In the last quarter of 2015, the ACCC has capped off a busy compliance year by securing judgments, and issuing infringement notices, against several big name brands in relation to various breaches of the Australian Consumer Law. This blog is the first in a series covering these cases, including highlighting the key take away messages. The first one is quite topical, in the lead up to the Festive Season – Chrisco felt some ACCC heat over unfair terms in its lay-by contracts. Enjoy.

Chrisco is well known for its Christmas hampers, with many taking advantage of its lay-by arrangements to help manage the financial impact of the Festive Season.

However, Chrisco came under fire for a condition in its ‘HeadStart Plan’ lay-by terms which stated that customers must ‘opt-out’ to avoid having payments deducted from their accounts after they’d finished paying for their purchase. The terms stated that any excess payments made by a customer would be held and applied towards that customer’s purchase the next year – despite the fact that the customer had not placed such an order. The Indigenous Consumer Assistance Network made the ACCC aware of the practice.

Edelman J concluded, after reviewing the terms of the lay-by contract as a whole, that this particular term was unfair and caused a significant imbalance in the rights and obligations between Chrisco and its customers.

The Court also found that Chrisco breached s97 of the Australian Consumer Law (ACL) by making false or misleading representations to consumers that they could not cancel their lay-by after the final payment had been made. Under the ACL, customers are free to cancel their lay-bys any time prior to delivery. The ACCC further alleged that Chrisco’s termination fees were higher than necessary to meet their reasonable costs, however the court determined that the ACCC was unable to prove this allegation. It was subsequently dismissed.

Nevertheless, this decision is an important reminder that businesses must ensure their contract terms are fair and compliant with the ACL.

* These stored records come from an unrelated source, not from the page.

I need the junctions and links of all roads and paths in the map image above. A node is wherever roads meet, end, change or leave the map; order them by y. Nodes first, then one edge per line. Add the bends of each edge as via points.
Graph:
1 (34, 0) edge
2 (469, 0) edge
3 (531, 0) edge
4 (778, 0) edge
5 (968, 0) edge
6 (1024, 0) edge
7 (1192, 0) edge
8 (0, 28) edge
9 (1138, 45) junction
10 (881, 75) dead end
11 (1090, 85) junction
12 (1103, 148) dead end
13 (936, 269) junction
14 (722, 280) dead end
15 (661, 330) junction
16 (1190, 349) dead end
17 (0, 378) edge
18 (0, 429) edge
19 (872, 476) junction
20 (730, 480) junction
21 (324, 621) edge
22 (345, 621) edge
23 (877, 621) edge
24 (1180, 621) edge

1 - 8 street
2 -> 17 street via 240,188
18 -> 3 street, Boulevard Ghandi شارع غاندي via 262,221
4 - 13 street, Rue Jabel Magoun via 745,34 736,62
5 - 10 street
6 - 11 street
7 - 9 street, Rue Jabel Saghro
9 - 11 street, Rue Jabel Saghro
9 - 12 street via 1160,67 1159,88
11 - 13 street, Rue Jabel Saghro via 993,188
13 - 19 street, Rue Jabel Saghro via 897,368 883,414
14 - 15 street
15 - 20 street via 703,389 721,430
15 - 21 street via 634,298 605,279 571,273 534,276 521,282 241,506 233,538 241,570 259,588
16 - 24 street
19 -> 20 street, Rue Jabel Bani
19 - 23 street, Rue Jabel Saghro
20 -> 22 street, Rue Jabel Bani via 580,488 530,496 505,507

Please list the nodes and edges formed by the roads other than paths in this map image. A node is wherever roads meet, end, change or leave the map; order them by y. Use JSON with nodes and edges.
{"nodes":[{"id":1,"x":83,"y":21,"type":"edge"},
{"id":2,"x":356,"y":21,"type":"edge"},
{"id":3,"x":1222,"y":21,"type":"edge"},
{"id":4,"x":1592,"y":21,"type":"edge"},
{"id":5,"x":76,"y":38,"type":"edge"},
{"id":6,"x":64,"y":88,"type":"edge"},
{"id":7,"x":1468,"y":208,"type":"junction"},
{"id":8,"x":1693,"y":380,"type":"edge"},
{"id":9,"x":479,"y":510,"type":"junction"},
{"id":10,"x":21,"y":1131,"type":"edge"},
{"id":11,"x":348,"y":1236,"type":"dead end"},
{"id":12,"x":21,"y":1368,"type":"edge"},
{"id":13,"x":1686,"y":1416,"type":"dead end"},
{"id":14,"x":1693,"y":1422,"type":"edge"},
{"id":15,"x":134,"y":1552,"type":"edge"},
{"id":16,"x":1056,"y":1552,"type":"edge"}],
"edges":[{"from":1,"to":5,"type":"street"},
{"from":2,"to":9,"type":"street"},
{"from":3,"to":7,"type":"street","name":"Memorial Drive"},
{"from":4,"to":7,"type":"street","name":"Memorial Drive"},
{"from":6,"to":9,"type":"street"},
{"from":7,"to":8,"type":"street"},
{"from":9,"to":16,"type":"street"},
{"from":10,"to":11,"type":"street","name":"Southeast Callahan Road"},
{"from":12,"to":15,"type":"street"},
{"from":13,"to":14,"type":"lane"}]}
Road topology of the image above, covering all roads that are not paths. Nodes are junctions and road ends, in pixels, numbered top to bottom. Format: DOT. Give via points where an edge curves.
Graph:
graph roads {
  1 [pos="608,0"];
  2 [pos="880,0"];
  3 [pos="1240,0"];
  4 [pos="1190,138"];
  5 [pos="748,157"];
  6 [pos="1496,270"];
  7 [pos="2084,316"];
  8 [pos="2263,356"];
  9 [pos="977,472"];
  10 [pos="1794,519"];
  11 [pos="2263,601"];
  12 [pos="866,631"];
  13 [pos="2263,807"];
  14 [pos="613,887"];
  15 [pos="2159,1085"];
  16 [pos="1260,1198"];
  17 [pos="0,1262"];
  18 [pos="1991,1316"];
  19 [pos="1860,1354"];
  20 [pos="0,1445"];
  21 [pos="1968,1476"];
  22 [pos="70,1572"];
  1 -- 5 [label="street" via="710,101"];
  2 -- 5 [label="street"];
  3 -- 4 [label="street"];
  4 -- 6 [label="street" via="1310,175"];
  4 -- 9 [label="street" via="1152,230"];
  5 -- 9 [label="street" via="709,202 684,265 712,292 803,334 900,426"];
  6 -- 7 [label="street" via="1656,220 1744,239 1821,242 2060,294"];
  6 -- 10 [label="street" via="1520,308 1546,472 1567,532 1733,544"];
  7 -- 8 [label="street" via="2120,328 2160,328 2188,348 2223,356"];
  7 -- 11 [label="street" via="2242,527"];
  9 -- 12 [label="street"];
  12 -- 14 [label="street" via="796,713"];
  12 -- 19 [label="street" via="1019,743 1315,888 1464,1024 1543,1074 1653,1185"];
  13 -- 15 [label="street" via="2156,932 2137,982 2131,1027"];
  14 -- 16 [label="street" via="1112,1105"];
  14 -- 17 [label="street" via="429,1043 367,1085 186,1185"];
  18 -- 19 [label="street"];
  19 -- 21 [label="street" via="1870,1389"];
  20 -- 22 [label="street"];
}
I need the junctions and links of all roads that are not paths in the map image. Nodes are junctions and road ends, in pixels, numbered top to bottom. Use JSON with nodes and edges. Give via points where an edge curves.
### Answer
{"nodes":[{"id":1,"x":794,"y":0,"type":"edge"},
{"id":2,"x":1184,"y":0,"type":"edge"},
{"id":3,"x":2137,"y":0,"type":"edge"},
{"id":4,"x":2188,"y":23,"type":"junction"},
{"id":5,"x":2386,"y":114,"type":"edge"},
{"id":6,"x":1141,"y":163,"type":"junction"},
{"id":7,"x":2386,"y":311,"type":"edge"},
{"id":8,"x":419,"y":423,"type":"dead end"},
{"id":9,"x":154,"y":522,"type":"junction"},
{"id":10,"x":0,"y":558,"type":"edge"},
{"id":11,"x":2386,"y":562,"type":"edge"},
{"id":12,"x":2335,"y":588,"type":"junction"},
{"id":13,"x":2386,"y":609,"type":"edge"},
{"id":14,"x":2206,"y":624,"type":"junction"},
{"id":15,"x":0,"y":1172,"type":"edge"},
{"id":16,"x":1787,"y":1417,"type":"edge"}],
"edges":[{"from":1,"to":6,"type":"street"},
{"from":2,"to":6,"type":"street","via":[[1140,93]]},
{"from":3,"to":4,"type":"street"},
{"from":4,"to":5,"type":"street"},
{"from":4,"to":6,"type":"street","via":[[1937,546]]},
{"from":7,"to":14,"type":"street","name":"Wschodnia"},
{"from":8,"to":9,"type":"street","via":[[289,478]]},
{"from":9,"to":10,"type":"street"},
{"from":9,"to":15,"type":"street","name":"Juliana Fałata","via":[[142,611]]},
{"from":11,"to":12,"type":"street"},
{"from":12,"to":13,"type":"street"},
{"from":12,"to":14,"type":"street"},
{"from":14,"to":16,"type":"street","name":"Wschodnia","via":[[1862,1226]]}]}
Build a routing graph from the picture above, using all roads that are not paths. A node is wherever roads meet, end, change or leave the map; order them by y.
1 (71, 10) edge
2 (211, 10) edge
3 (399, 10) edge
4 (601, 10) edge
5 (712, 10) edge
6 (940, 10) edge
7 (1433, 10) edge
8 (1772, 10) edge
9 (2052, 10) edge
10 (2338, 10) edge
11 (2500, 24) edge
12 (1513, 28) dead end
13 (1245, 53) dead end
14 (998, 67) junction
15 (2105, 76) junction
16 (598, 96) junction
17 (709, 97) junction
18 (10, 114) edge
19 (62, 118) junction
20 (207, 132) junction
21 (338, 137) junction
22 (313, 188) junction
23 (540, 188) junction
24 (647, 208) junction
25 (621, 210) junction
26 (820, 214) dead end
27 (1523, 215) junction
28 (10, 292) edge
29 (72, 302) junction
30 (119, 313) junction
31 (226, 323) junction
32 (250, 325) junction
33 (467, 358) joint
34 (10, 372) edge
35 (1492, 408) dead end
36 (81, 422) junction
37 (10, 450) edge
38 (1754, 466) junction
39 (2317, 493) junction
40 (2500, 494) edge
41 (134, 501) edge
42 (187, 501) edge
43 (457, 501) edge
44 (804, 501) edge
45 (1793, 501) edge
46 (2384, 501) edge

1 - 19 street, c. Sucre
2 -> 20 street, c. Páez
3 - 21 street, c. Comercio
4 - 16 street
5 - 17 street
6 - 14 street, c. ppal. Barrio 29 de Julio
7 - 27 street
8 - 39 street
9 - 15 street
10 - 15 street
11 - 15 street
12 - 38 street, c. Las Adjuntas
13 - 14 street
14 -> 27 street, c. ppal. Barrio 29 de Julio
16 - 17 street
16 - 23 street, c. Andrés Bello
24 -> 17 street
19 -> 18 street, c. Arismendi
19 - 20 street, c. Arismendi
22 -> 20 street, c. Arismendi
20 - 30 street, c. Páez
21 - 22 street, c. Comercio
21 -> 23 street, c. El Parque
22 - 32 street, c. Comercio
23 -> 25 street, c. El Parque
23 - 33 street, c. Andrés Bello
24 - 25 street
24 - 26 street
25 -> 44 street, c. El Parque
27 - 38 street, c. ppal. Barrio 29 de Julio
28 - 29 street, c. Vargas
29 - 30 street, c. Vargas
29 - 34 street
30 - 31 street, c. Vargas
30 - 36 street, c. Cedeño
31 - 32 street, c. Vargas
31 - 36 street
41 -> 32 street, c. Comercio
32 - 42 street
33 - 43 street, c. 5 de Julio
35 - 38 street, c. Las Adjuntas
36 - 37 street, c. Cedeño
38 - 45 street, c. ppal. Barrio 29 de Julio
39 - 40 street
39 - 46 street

ACCC Commissioner, Sara Court, stated “The Court’s findings send a strong message to traders that they must comply with all of their obligations under the Australian Consumer Law, including the unfair contract terms laws that are in place to protect consumers from unfair terms in standard form consumer contracts. Purchasing goods by way of a lay-by agreement is a convenient way to shop for many Australian consumers, particularly in the lead up to Christmas. Businesses that use lay-by as a method of sale need to ensure that they are meeting their ACL obligations to their customers”.

A hearing to determine penalties will likely take place early in the New Year.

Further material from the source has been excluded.